(Adds Bennett statement)
JERUSALEM, June 29 (Reuters) – Israel was headed on Wednesday toward its fifth election in less than four years, plunging it deeper into political uncertainty as it grapples with rising living costs amid renewed international efforts to revive a nuclear deal with Iran.
Prime Minister Naftali Bennett announced he would not run in the upcoming election but would retain his position as alternate prime minister after his coalition partner Yair Lapid takes over as head of the interim government.
“I leave behind a thriving, strong and secure country,” he told reporters on Wednesday. “We proved this year that people with very different opinions can work together,” he added, referring to his ideologically diverse coalition.
Last week, Bennett moved to dissolve parliament after infighting made his ruling coalition no longer tenable. The Knesset set a deadline for midnight on Wednesday for a final vote to dissolve.
Once the calling of a snap election gets the Knesset’s final approval, Israel’s centre-left foreign minister, Yair Lapid, will take over from Bennett as prime minister of a caretaker government with limited powers.
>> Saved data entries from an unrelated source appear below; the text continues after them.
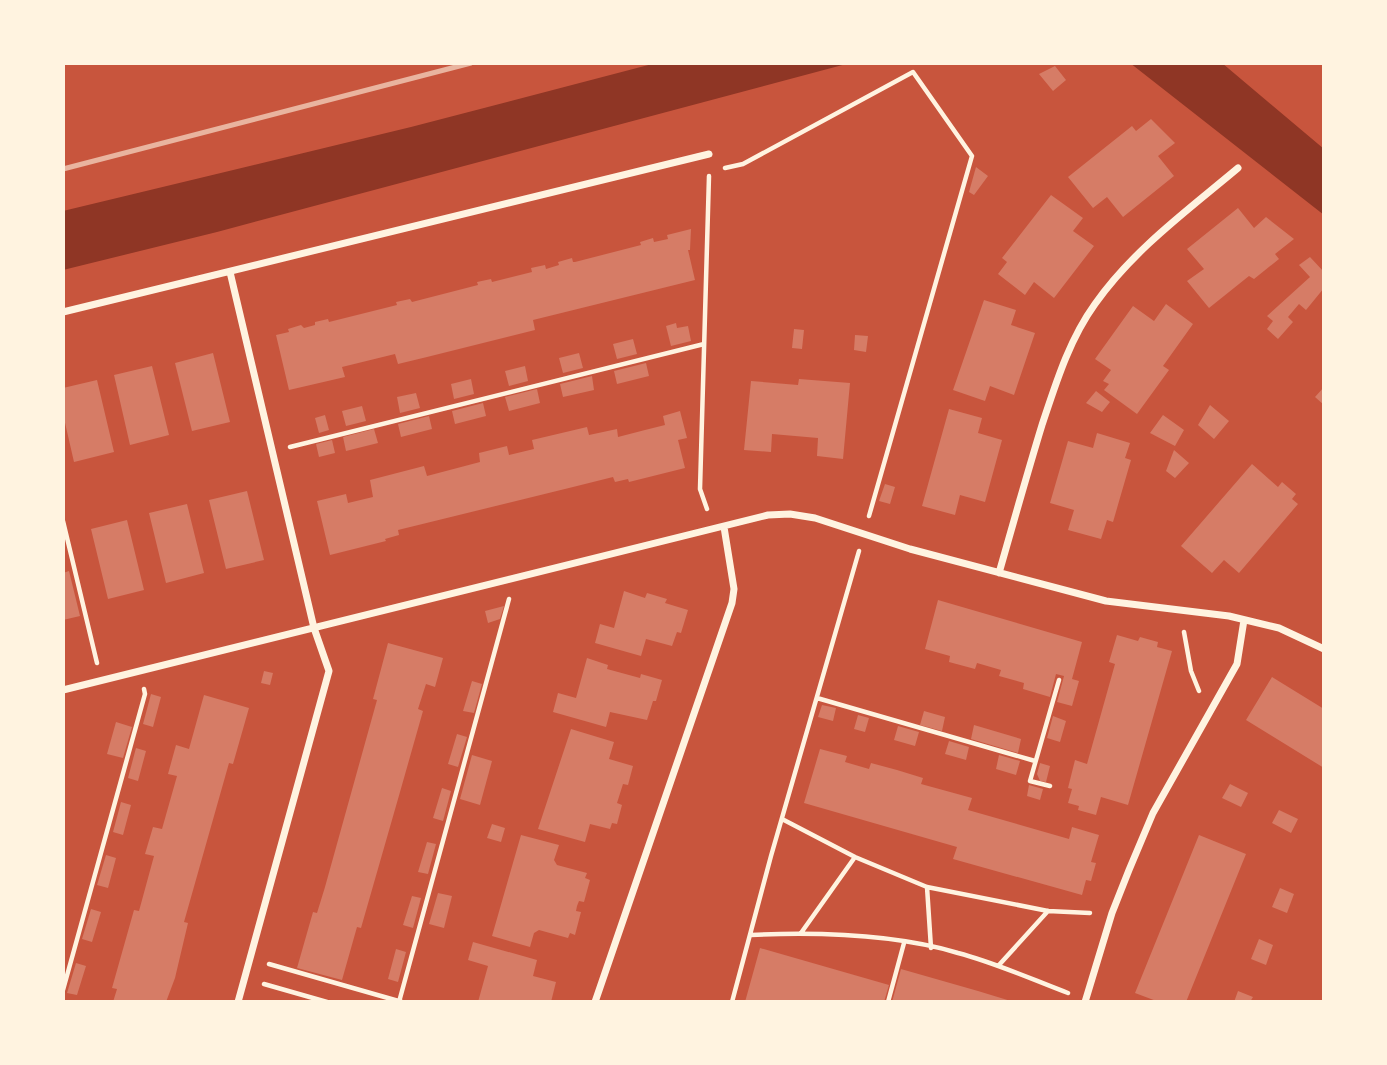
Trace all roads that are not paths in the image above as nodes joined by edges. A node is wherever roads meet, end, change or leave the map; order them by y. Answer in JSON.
{"nodes":[{"id":1,"x":709,"y":154,"type":"road end"},
{"id":2,"x":1238,"y":168,"type":"dead end"},
{"id":3,"x":230,"y":272,"type":"junction"},
{"id":4,"x":63,"y":312,"type":"edge"},
{"id":5,"x":724,"y":527,"type":"junction"},
{"id":6,"x":999,"y":573,"type":"junction"},
{"id":7,"x":1244,"y":620,"type":"junction"},
{"id":8,"x":314,"y":628,"type":"junction"},
{"id":9,"x":1324,"y":649,"type":"edge"},
{"id":10,"x":63,"y":690,"type":"edge"},
{"id":11,"x":1085,"y":1001,"type":"edge"},
{"id":12,"x":238,"y":1002,"type":"edge"},
{"id":13,"x":595,"y":1002,"type":"edge"}],
"edges":[{"from":1,"to":3,"type":"street"},
{"from":2,"to":6,"type":"street"},
{"from":3,"to":4,"type":"street"},
{"from":3,"to":8,"type":"street"},
{"from":5,"to":6,"type":"street"},
{"from":5,"to":8,"type":"street"},
{"from":5,"to":13,"type":"street"},
{"from":6,"to":7,"type":"street"},
{"from":7,"to":9,"type":"street"},
{"from":7,"to":11,"type":"street"},
{"from":8,"to":10,"type":"street"},
{"from":8,"to":12,"type":"street"}]}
But even with lawmakers grappling over the exact election date, either Oct. 25 or Nov. 1, the campaign has already become dominated by the possible comeback of former prime minister Benjamin Netanyahu.
Lapid and Bennett ended Netanyahu’s record 12-year reign a year ago by forming a rare alliance of rightists, liberals and Arab parties, which lasted longer than many expected but faltered in recent weeks amid infighting.
Netanyahu, now opposition leader, has been delighted by the end of what he has called the worst government in Israel’s history. He hopes to win a sixth term in office despite being on trial for corruption on charges he denies.
Surveys have shown his right-wing Likud party leading the polls but still short of a governing majority despite support of allied religious and nationalist parties.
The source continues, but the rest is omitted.